### Work request
Write the number of lines in the material below that contain "Avenida", with no other words.

### Excerpted data

***

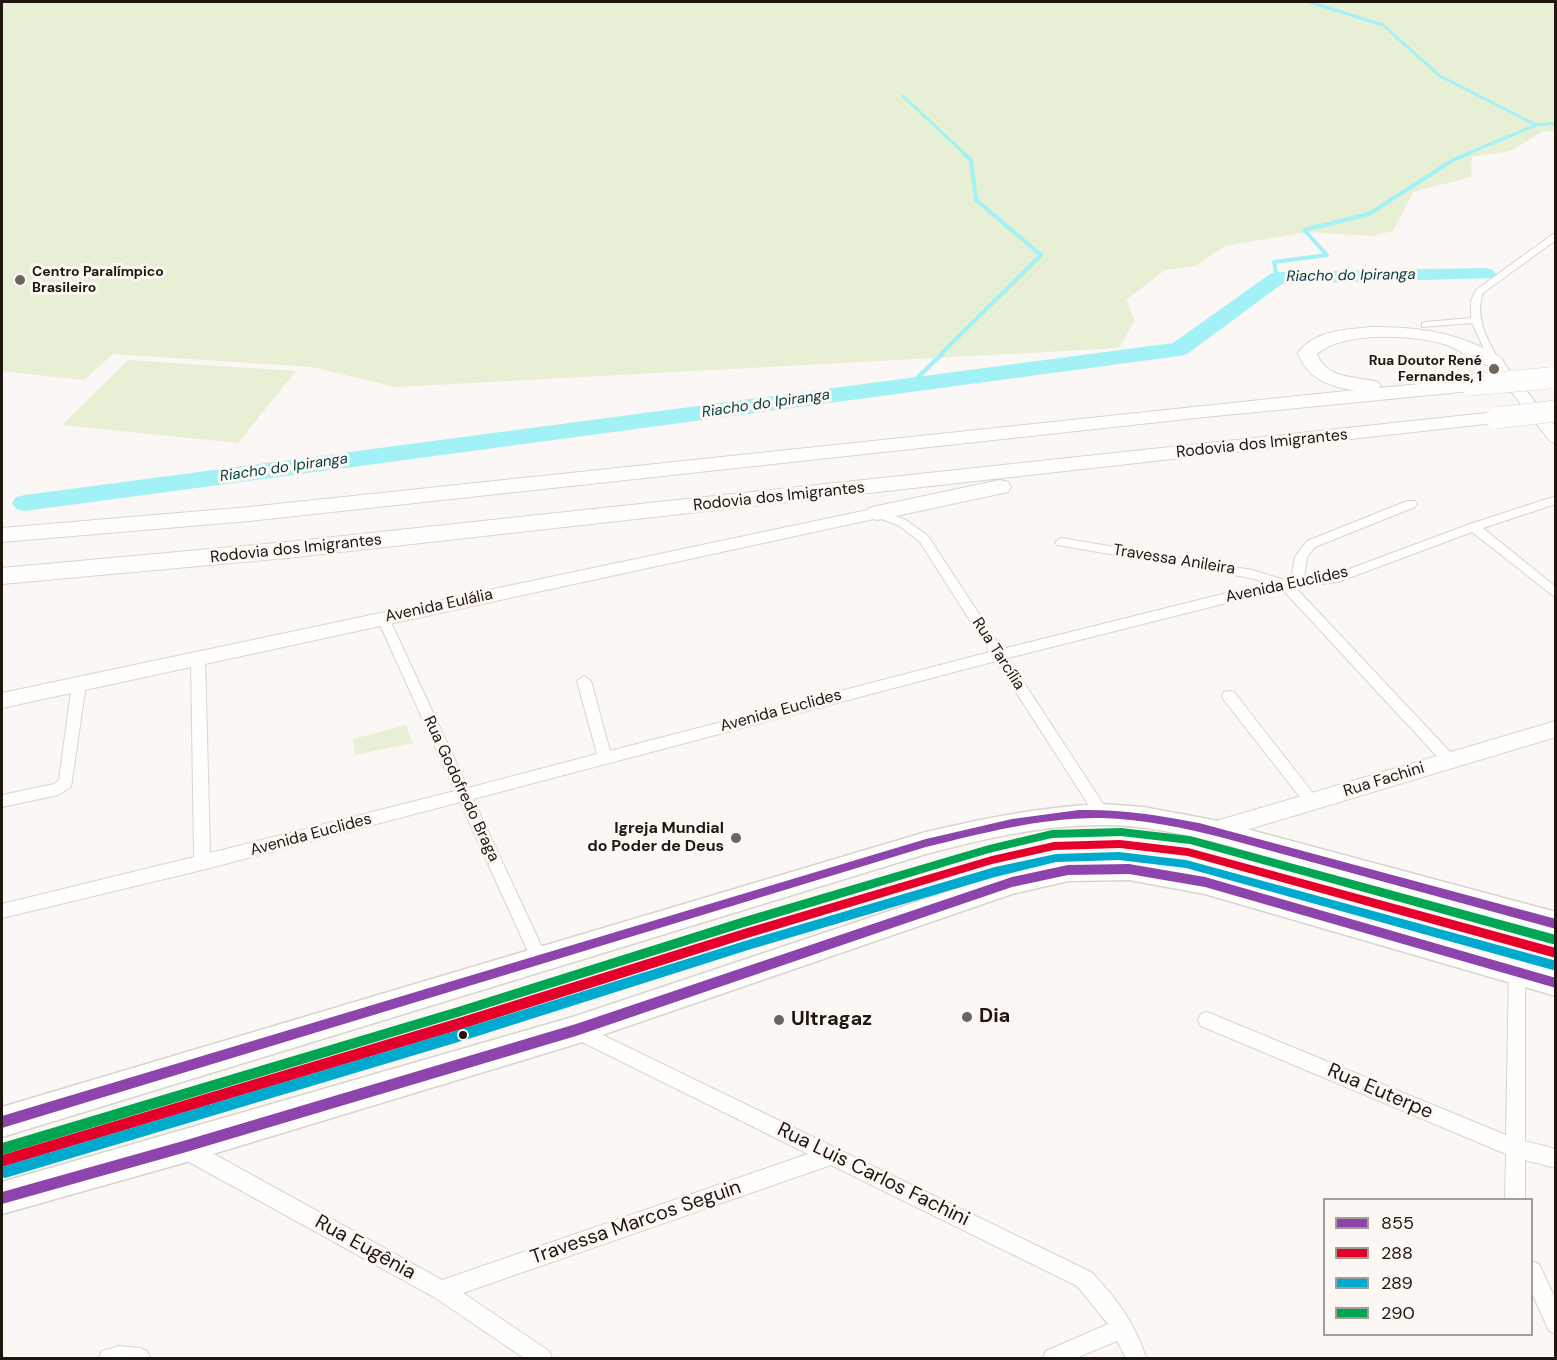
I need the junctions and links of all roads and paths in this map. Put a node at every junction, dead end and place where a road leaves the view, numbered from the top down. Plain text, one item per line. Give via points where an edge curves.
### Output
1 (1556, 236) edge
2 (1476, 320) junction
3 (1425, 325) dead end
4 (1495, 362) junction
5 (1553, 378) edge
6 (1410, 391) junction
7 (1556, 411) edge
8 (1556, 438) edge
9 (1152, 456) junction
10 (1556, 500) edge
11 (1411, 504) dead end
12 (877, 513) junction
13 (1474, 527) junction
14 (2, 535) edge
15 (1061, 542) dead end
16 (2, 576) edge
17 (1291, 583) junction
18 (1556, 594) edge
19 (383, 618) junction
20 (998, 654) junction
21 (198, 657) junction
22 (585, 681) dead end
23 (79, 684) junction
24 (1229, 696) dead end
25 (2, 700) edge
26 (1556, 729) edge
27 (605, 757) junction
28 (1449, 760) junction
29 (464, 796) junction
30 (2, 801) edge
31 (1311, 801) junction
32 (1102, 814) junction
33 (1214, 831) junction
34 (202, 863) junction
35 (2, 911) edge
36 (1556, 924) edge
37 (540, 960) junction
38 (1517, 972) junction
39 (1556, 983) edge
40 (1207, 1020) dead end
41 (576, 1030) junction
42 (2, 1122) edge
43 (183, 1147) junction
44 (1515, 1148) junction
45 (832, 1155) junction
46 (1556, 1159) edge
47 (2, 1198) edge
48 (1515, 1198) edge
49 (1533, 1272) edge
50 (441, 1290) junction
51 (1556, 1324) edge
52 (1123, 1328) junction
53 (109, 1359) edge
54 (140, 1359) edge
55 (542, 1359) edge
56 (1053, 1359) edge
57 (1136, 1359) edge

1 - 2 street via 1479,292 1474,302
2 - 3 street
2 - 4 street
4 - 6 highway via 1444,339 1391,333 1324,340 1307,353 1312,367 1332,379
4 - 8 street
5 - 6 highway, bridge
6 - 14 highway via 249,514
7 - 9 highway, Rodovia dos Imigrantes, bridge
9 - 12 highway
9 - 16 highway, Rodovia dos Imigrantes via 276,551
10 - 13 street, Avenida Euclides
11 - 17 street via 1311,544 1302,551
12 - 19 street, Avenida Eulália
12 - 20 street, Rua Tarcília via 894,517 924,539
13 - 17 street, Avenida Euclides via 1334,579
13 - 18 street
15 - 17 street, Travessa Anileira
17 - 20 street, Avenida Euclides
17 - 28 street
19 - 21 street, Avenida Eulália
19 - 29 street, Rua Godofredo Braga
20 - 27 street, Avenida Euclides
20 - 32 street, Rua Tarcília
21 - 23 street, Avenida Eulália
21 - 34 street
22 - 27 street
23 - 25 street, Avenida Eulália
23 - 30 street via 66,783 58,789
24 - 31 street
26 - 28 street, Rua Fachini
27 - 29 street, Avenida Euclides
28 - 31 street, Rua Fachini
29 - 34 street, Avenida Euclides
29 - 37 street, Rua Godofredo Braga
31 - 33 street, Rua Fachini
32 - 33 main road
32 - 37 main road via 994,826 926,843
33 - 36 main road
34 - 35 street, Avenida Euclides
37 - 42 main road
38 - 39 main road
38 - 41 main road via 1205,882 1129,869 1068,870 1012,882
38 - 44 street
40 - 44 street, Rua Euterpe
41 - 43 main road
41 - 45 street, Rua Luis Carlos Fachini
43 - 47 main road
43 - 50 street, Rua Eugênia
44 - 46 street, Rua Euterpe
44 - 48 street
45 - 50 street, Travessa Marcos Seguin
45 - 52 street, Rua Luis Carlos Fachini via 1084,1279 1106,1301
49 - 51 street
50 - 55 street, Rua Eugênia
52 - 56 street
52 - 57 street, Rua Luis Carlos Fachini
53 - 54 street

***

### Solution
11